Kiip Uses JavaScript Tags To Court App Developers With An Allergy To New SDKs

Kiip is giving SDK-averse apps another option to test its demand.

On Thursday, the mobile rewards ad network rolled out the ability to use JavaScript tags as a lighter-weight way to serve campaigns into a publisher’s app.

Early test partners include music discovery app SoundHound and The Meet Group, which operates a suite of social networking, dating and chat apps.

Publishers have long been wary of incorporating new SDKs into their apps, since they can also introduce potential problems, like latency, increased app download size and other user experience issues.

That’s why the development team at SoundHound “has become pretty much allergic” to new SDKs, said Gabrielle Mayer, its director of client services.

“If something seems super-fantastic, I’m happy to run it up the flagpole, but partners are always forewarned that it’s a rare bird that gets an SDK integration,” Mayer said.

Apps are reticent because they’ve been burned before by ad networks whose SDKs over-promised and under-delivered.

“We’re willing to test anything that can make us money and make our lives easier, but the fact is that integrating SDKs can be a big, fat pain in the ass,” said Meet Group CRO Bill Alena. “I’ve been in the ad tech world a long time, and I’ve learned to be very skeptical.”

The JS tags aren’t meant to replace Kiip’s SDK, but rather to lower the barrier to entry for a publisher that wants to run a test but doesn’t want to commit to an SDK integration without proof that the ad network provides concrete value.

Kiip’s ultimate goal is to get its partners to integrate its SDK, said Kabir Mathur, Kiip’s head of business development. The tags are simply a more painless way for an app to run tests and for Kiip to try to prove its worth.

But although the tag option is helping Kiip drum up new business – SoundHound and The Meet Group are both new clients – it does have limitations.

Certain types of demand, like Kiip’s soon-to-be launched augmented-reality ad units, aren’t accessible through JavaScript tags, which aren’t stable enough to access a user’s camera and gyroscope.

The tags also collect and pass back less data, which can restrict Kiip’s ability to target. SDKs automatically collect a wide array of datapoints, whereas an app using JS tags chooses which data to send.

“We always ask for all the data, but we don’t always receive it,” Mathur said.

Location data is a good example. Kiip’s SDK, which is integrated into about 5,000 apps, will always opt to use lat/long when it’s available as a targeting parameter over IP address, which is less precise. But if a publisher doesn’t actively choose to share lat/long through the JS tags, then Kiip has to default to IP address.

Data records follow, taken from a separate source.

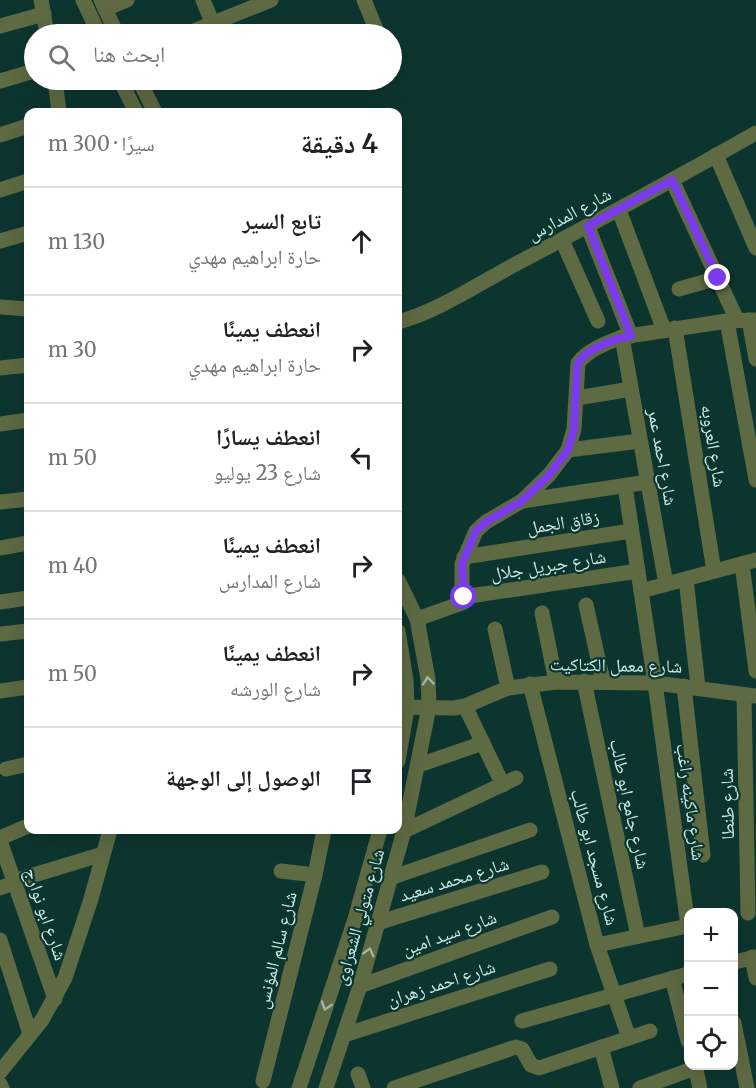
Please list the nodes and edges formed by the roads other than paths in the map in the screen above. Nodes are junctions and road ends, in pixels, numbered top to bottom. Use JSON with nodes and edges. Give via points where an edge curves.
{"nodes":[{"id":1,"x":83,"y":0,"type":"edge"},
{"id":2,"x":127,"y":0,"type":"edge"},
{"id":3,"x":203,"y":0,"type":"edge"},
{"id":4,"x":271,"y":0,"type":"edge"},
{"id":5,"x":364,"y":0,"type":"edge"},
{"id":6,"x":103,"y":4,"type":"edge"},
{"id":7,"x":42,"y":7,"type":"edge"},
{"id":8,"x":45,"y":24,"type":"edge"},
{"id":9,"x":94,"y":24,"type":"edge"},
{"id":10,"x":112,"y":24,"type":"edge"},
{"id":11,"x":213,"y":24,"type":"joint"},
{"id":12,"x":374,"y":24,"type":"edge"},
{"id":13,"x":0,"y":26,"type":"edge"},
{"id":14,"x":24,"y":74,"type":"edge"},
{"id":15,"x":0,"y":81,"type":"edge"},
{"id":16,"x":56,"y":90,"type":"edge"},
{"id":17,"x":125,"y":90,"type":"edge"},
{"id":18,"x":144,"y":90,"type":"edge"},
{"id":19,"x":58,"y":108,"type":"edge"},
{"id":20,"x":134,"y":108,"type":"edge"},
{"id":21,"x":153,"y":108,"type":"edge"},
{"id":22,"x":24,"y":127,"type":"edge"},
{"id":23,"x":756,"y":133,"type":"edge"},
{"id":24,"x":0,"y":135,"type":"edge"},
{"id":25,"x":716,"y":155,"type":"junction"},
{"id":26,"x":672,"y":180,"type":"junction"},
{"id":27,"x":24,"y":182,"type":"edge"},
{"id":28,"x":0,"y":190,"type":"edge"},
{"id":29,"x":618,"y":210,"type":"junction"},
{"id":30,"x":751,"y":220,"type":"edge"},
{"id":31,"x":588,"y":226,"type":"junction"},
{"id":32,"x":24,"y":234,"type":"edge"},
{"id":33,"x":562,"y":240,"type":"junction"},
{"id":34,"x":0,"y":241,"type":"edge"},
{"id":35,"x":756,"y":248,"type":"edge"},
{"id":36,"x":718,"y":278,"type":"junction"},
{"id":37,"x":679,"y":289,"type":"dead end"},
{"id":38,"x":0,"y":307,"type":"edge"},
{"id":39,"x":24,"y":309,"type":"edge"},
{"id":40,"x":742,"y":320,"type":"edge"},
{"id":41,"x":402,"y":321,"type":"edge"},
{"id":42,"x":598,"y":321,"type":"dead end"},
{"id":43,"x":669,"y":329,"type":"junction"},
{"id":44,"x":626,"y":336,"type":"junction"},
{"id":45,"x":756,"y":359,"type":"edge"},
{"id":46,"x":24,"y":365,"type":"edge"},
{"id":47,"x":0,"y":368,"type":"edge"},
{"id":48,"x":631,"y":389,"type":"junction"},
{"id":49,"x":577,"y":398,"type":"junction"},
{"id":50,"x":24,"y":421,"type":"edge"},
{"id":51,"x":0,"y":424,"type":"edge"},
{"id":52,"x":640,"y":441,"type":"junction"},
{"id":53,"x":568,"y":450,"type":"junction"},
{"id":54,"x":756,"y":480,"type":"edge"},
{"id":55,"x":648,"y":482,"type":"junction"},
{"id":56,"x":625,"y":486,"type":"junction"},
{"id":57,"x":24,"y":499,"type":"edge"},
{"id":58,"x":522,"y":501,"type":"junction"},
{"id":59,"x":0,"y":502,"type":"edge"},
{"id":60,"x":632,"y":531,"type":"junction"},
{"id":61,"x":24,"y":544,"type":"edge"},
{"id":62,"x":0,"y":548,"type":"edge"},
{"id":63,"x":464,"y":557,"type":"junction"},
{"id":64,"x":749,"y":562,"type":"edge"},
{"id":65,"x":638,"y":571,"type":"junction"},
{"id":66,"x":714,"y":571,"type":"junction"},
{"id":67,"x":686,"y":579,"type":"junction"},
{"id":68,"x":666,"y":584,"type":"junction"},
{"id":69,"x":402,"y":588,"type":"edge"},
{"id":70,"x":641,"y":591,"type":"junction"},
{"id":71,"x":464,"y":597,"type":"junction"},
{"id":72,"x":24,"y":599,"type":"edge"},
{"id":73,"x":0,"y":602,"type":"edge"},
{"id":74,"x":586,"y":605,"type":"dead end"},
{"id":75,"x":542,"y":613,"type":"dead end"},
{"id":76,"x":417,"y":619,"type":"junction"},
{"id":77,"x":495,"y":629,"type":"dead end"},
{"id":78,"x":24,"y":631,"type":"edge"},
{"id":79,"x":0,"y":634,"type":"edge"},
{"id":80,"x":402,"y":656,"type":"edge"},
{"id":81,"x":756,"y":671,"type":"edge"},
{"id":82,"x":556,"y":681,"type":"junction"},
{"id":83,"x":584,"y":681,"type":"junction"},
{"id":84,"x":603,"y":681,"type":"junction"},
{"id":85,"x":655,"y":683,"type":"junction"},
{"id":86,"x":530,"y":684,"type":"junction"},
{"id":87,"x":691,"y":686,"type":"junction"},
{"id":88,"x":24,"y":688,"type":"edge"},
{"id":89,"x":508,"y":688,"type":"junction"},
{"id":90,"x":0,"y":691,"type":"edge"},
{"id":91,"x":750,"y":695,"type":"edge"},
{"id":92,"x":465,"y":706,"type":"junction"},
{"id":93,"x":429,"y":707,"type":"junction"},
{"id":94,"x":402,"y":708,"type":"edge"},
{"id":95,"x":483,"y":743,"type":"junction"},
{"id":96,"x":24,"y":765,"type":"edge"},
{"id":97,"x":419,"y":765,"type":"junction"},
{"id":98,"x":6,"y":769,"type":"dead end"},
{"id":99,"x":24,"y":828,"type":"edge"},
{"id":100,"x":530,"y":830,"type":"dead end"},
{"id":101,"x":404,"y":831,"type":"junction"},
{"id":102,"x":109,"y":834,"type":"edge"},
{"id":103,"x":323,"y":834,"type":"edge"},
{"id":104,"x":379,"y":834,"type":"edge"},
{"id":105,"x":0,"y":839,"type":"edge"},
{"id":106,"x":103,"y":854,"type":"junction"},
{"id":107,"x":703,"y":855,"type":"dead end"},
{"id":108,"x":281,"y":871,"type":"dead end"},
{"id":109,"x":542,"y":872,"type":"dead end"},
{"id":110,"x":315,"y":875,"type":"junction"},
{"id":111,"x":390,"y":878,"type":"junction"},
{"id":112,"x":9,"y":884,"type":"edge"},
{"id":113,"x":686,"y":908,"type":"edge"},
{"id":114,"x":746,"y":914,"type":"edge"},
{"id":115,"x":552,"y":917,"type":"dead end"},
{"id":116,"x":377,"y":923,"type":"junction"},
{"id":117,"x":684,"y":927,"type":"edge"},
{"id":118,"x":638,"y":936,"type":"junction"},
{"id":119,"x":0,"y":940,"type":"edge"},
{"id":120,"x":597,"y":945,"type":"junction"},
{"id":121,"x":754,"y":957,"type":"edge"},
{"id":122,"x":738,"y":961,"type":"edge"},
{"id":123,"x":550,"y":969,"type":"dead end"},
{"id":124,"x":684,"y":975,"type":"edge"},
{"id":125,"x":672,"y":978,"type":"junction"},
{"id":126,"x":756,"y":978,"type":"edge"},
{"id":127,"x":360,"y":986,"type":"junction"},
{"id":128,"x":614,"y":994,"type":"junction"},
{"id":129,"x":55,"y":999,"type":"junction"},
{"id":130,"x":522,"y":1021,"type":"dead end"},
{"id":131,"x":684,"y":1025,"type":"edge"},
{"id":132,"x":650,"y":1031,"type":"dead end"},
{"id":133,"x":30,"y":1034,"type":"junction"},
{"id":134,"x":344,"y":1035,"type":"junction"},
{"id":135,"x":629,"y":1038,"type":"junction"},
{"id":136,"x":738,"y":1043,"type":"edge"},
{"id":137,"x":601,"y":1047,"type":"junction"},
{"id":138,"x":687,"y":1070,"type":"edge"},
{"id":139,"x":696,"y":1070,"type":"edge"},
{"id":140,"x":0,"y":1072,"type":"edge"},
{"id":141,"x":262,"y":1081,"type":"dead end"},
{"id":142,"x":0,"y":1084,"type":"edge"},
{"id":143,"x":2,"y":1088,"type":"edge"},
{"id":144,"x":298,"y":1088,"type":"edge"},
{"id":145,"x":326,"y":1088,"type":"edge"},
{"id":146,"x":394,"y":1088,"type":"edge"},
{"id":147,"x":612,"y":1088,"type":"edge"},
{"id":148,"x":640,"y":1088,"type":"edge"},
{"id":149,"x":700,"y":1088,"type":"edge"},
{"id":150,"x":747,"y":1088,"type":"edge"}],
"edges":[{"from":1,"to":9,"type":"street"},
{"from":2,"to":6,"type":"street"},
{"from":3,"to":11,"type":"street"},
{"from":4,"to":11,"type":"street"},
{"from":5,"to":12,"type":"street"},
{"from":6,"to":10,"type":"street"},
{"from":7,"to":8,"type":"street"},
{"from":7,"to":13,"type":"street"},
{"from":14,"to":15,"type":"street"},
{"from":16,"to":19,"type":"street"},
{"from":17,"to":20,"type":"street"},
{"from":18,"to":21,"type":"street"},
{"from":22,"to":24,"type":"street"},
{"from":23,"to":25,"type":"street","name":"شارع المدارس"},
{"from":25,"to":26,"type":"street","name":"شارع المدارس"},
{"from":25,"to":30,"type":"street"},
{"from":26,"to":29,"type":"street","name":"شارع المدارس"},
{"from":26,"to":36,"type":"street"},
{"from":27,"to":28,"type":"street"},
{"from":29,"to":31,"type":"street","name":"شارع المدارس"},
{"from":29,"to":43,"type":"street","name":"شارع العروبه"},
{"from":30,"to":35,"type":"street"},
{"from":31,"to":33,"type":"street","name":"شارع المدارس"},
{"from":31,"to":44,"type":"street","name":"شارع احمد عمر"},
{"from":32,"to":34,"type":"street"},
{"from":33,"to":41,"type":"street","name":"شارع المدارس"},
{"from":33,"to":42,"type":"street"},
{"from":36,"to":37,"type":"street"},
{"from":36,"to":40,"type":"street"},
{"from":38,"to":39,"type":"street"},
{"from":40,"to":43,"type":"street"},
{"from":40,"to":45,"type":"street"},
{"from":40,"to":54,"type":"street"},
{"from":43,"to":44,"type":"street"},
{"from":43,"to":66,"type":"street","name":"شارع العروبه"},
{"from":44,"to":48,"type":"street","name":"شارع احمد عمر"},
{"from":44,"to":49,"type":"street","via":[[579,360]]},
{"from":46,"to":47,"type":"street"},
{"from":48,"to":49,"type":"street"},
{"from":48,"to":52,"type":"street","name":"شارع احمد عمر"},
{"from":49,"to":53,"type":"street"},
{"from":50,"to":51,"type":"street"},
{"from":52,"to":53,"type":"street"},
{"from":52,"to":55,"type":"street","name":"شارع احمد عمر"},
{"from":53,"to":58,"type":"street"},
{"from":55,"to":56,"type":"street"},
{"from":55,"to":68,"type":"street","name":"شارع احمد عمر"},
{"from":56,"to":58,"type":"street"},
{"from":56,"to":60,"type":"street"},
{"from":57,"to":59,"type":"street"},
{"from":58,"to":63,"type":"street","via":[[476,531]]},
{"from":60,"to":63,"type":"street","name":"زقاق الجمل"},
{"from":60,"to":65,"type":"street"},
{"from":61,"to":62,"type":"street"},
{"from":63,"to":71,"type":"street"},
{"from":64,"to":66,"type":"street"},
{"from":64,"to":81,"type":"street"},
{"from":65,"to":70,"type":"street"},
{"from":65,"to":71,"type":"street","name":"شارع جبريل جلال"},
{"from":66,"to":67,"type":"street"},
{"from":67,"to":68,"type":"street"},
{"from":67,"to":87,"type":"street"},
{"from":68,"to":70,"type":"street"},
{"from":69,"to":76,"type":"street","name":"شارع متولي الشعراوى"},
{"from":70,"to":85,"type":"street"},
{"from":71,"to":76,"type":"street","via":[[458,605]]},
{"from":72,"to":73,"type":"street"},
{"from":74,"to":84,"type":"street"},
{"from":75,"to":82,"type":"street"},
{"from":93,"to":76,"type":"street","name":"شارع متولي الشعراوى","one_way":true},
{"from":77,"to":89,"type":"street"},
{"from":78,"to":79,"type":"street"},
{"from":80,"to":94,"type":"street","via":[[406,680]]},
{"from":82,"to":83,"type":"street","name":"شارع معمل الكتاكيت"},
{"from":82,"to":86,"type":"street","name":"شارع معمل الكتاكيت"},
{"from":83,"to":84,"type":"street","name":"شارع معمل الكتاكيت"},
{"from":83,"to":118,"type":"street","name":"شارع جامع ابو طالب"},
{"from":84,"to":85,"type":"street","name":"شارع معمل الكتاكيت"},
{"from":85,"to":87,"type":"street","name":"شارع معمل الكتاكيت"},
{"from":85,"to":113,"type":"street","name":"شارع ماكينه راغب"},
{"from":86,"to":89,"type":"street","name":"شارع معمل الكتاكيت"},
{"from":86,"to":120,"type":"street","name":"شارع مسجد ابو طالب"},
{"from":87,"to":91,"type":"street","name":"شارع معمل الكتاكيت"},
{"from":87,"to":107,"type":"street"},
{"from":88,"to":90,"type":"street"},
{"from":89,"to":92,"type":"street","name":"شارع معمل الكتاكيت"},
{"from":91,"to":114,"type":"street","name":"شارع طنطا"},
{"from":92,"to":93,"type":"street","name":"شارع معمل الكتاكيت"},
{"from":92,"to":95,"type":"street"},
{"from":93,"to":94,"type":"street","name":"شارع معمل الكتاكيت"},
{"from":93,"to":97,"type":"street","name":"شارع متولي الشعراوى"},
{"from":95,"to":97,"type":"street"},
{"from":95,"to":101,"type":"street","via":[[509,782]]},
{"from":96,"to":98,"type":"street"},
{"from":97,"to":101,"type":"street","name":"شارع متولي الشعراوى"},
{"from":99,"to":105,"type":"street"},
{"from":100,"to":111,"type":"street"},
{"from":101,"to":111,"type":"street","name":"شارع متولي الشعراوى"},
{"from":102,"to":106,"type":"street"},
{"from":103,"to":110,"type":"street","name":"شارع سالم المؤنس"},
{"from":104,"to":144,"type":"street","name":"شارع متولي الشعراوى","one_way":true,"via":[[355,919]]},
{"from":105,"to":112,"type":"street","name":"شارع ابو نوارج"},
{"from":106,"to":112,"type":"street"},
{"from":106,"to":129,"type":"street"},
{"from":108,"to":110,"type":"street"},
{"from":109,"to":116,"type":"street","name":"شارع محمد سعيد"},
{"from":110,"to":141,"type":"street","name":"شارع سالم المؤنس"},
{"from":111,"to":116,"type":"street","name":"شارع متولي الشعراوى"},
{"from":112,"to":129,"type":"street","name":"شارع ابو نوارج"},
{"from":115,"to":127,"type":"street","name":"شارع سيد امين"},
{"from":127,"to":116,"type":"street","name":"شارع متولي الشعراوى","one_way":true},
{"from":117,"to":118,"type":"street"},
{"from":118,"to":120,"type":"street"},
{"from":119,"to":133,"type":"street"},
{"from":120,"to":128,"type":"street","name":"شارع مسجد ابو طالب"},
{"from":121,"to":122,"type":"street"},
{"from":121,"to":126,"type":"street"},
{"from":123,"to":134,"type":"street","name":"شارع احمد زهران"},
{"from":124,"to":125,"type":"street"},
{"from":125,"to":128,"type":"street"},
{"from":125,"to":131,"type":"street"},
{"from":127,"to":134,"type":"street","name":"شارع متولي الشعراوى"},
{"from":128,"to":130,"type":"street"},
{"from":128,"to":135,"type":"street","name":"شارع مسجد ابو طالب"},
{"from":129,"to":133,"type":"street"},
{"from":132,"to":135,"type":"street"},
{"from":133,"to":140,"type":"street"},
{"from":134,"to":145,"type":"street","name":"شارع متولي الشعراوى"},
{"from":135,"to":137,"type":"street"},
{"from":136,"to":150,"type":"street"},
{"from":137,"to":146,"type":"street","via":[[539,1068],[531,1065],[519,1047]]},
{"from":137,"to":147,"type":"street"},
{"from":138,"to":148,"type":"street"},
{"from":139,"to":149,"type":"street"},
{"from":142,"to":143,"type":"street"}]}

“Broadly speaking, you can still target, but it’s not enough to really identify where a person is,” Mathur said.

Even though JS tags aren’t as robust as SDKs, having the choice is appealing, said SoundHound’s Mayer. SoundHound has turned down potential monetization partners in the past that insist on SDK integration from the get-go.

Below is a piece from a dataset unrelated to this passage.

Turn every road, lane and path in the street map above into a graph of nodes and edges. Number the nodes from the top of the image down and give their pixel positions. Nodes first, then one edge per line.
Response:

“We want to work with multiple partners and divide the pie among them,” she said. “But it doesn’t make sense for us to go through all the development work just to test a partner that might not work out.”

Despite his skepticism of ad networks, The Meet’s Group’s Alena is more than willing to integrate an ad network’s SDK if there’s a bottom-line advantage.

The Meet Group generates around half a billion ad impressions a day across its app, which nets out to about 15 billion impressions per month. At that scale, upping CPMs by even a small amount can bring in meaningful revenue.

“Adding a penny to our CPMs might be worth $2 million a year,” Alena said. “Is it worth $2 million for us to add a new SDK? Of course it is. But I have to believe that the SDK will actually do what it says first."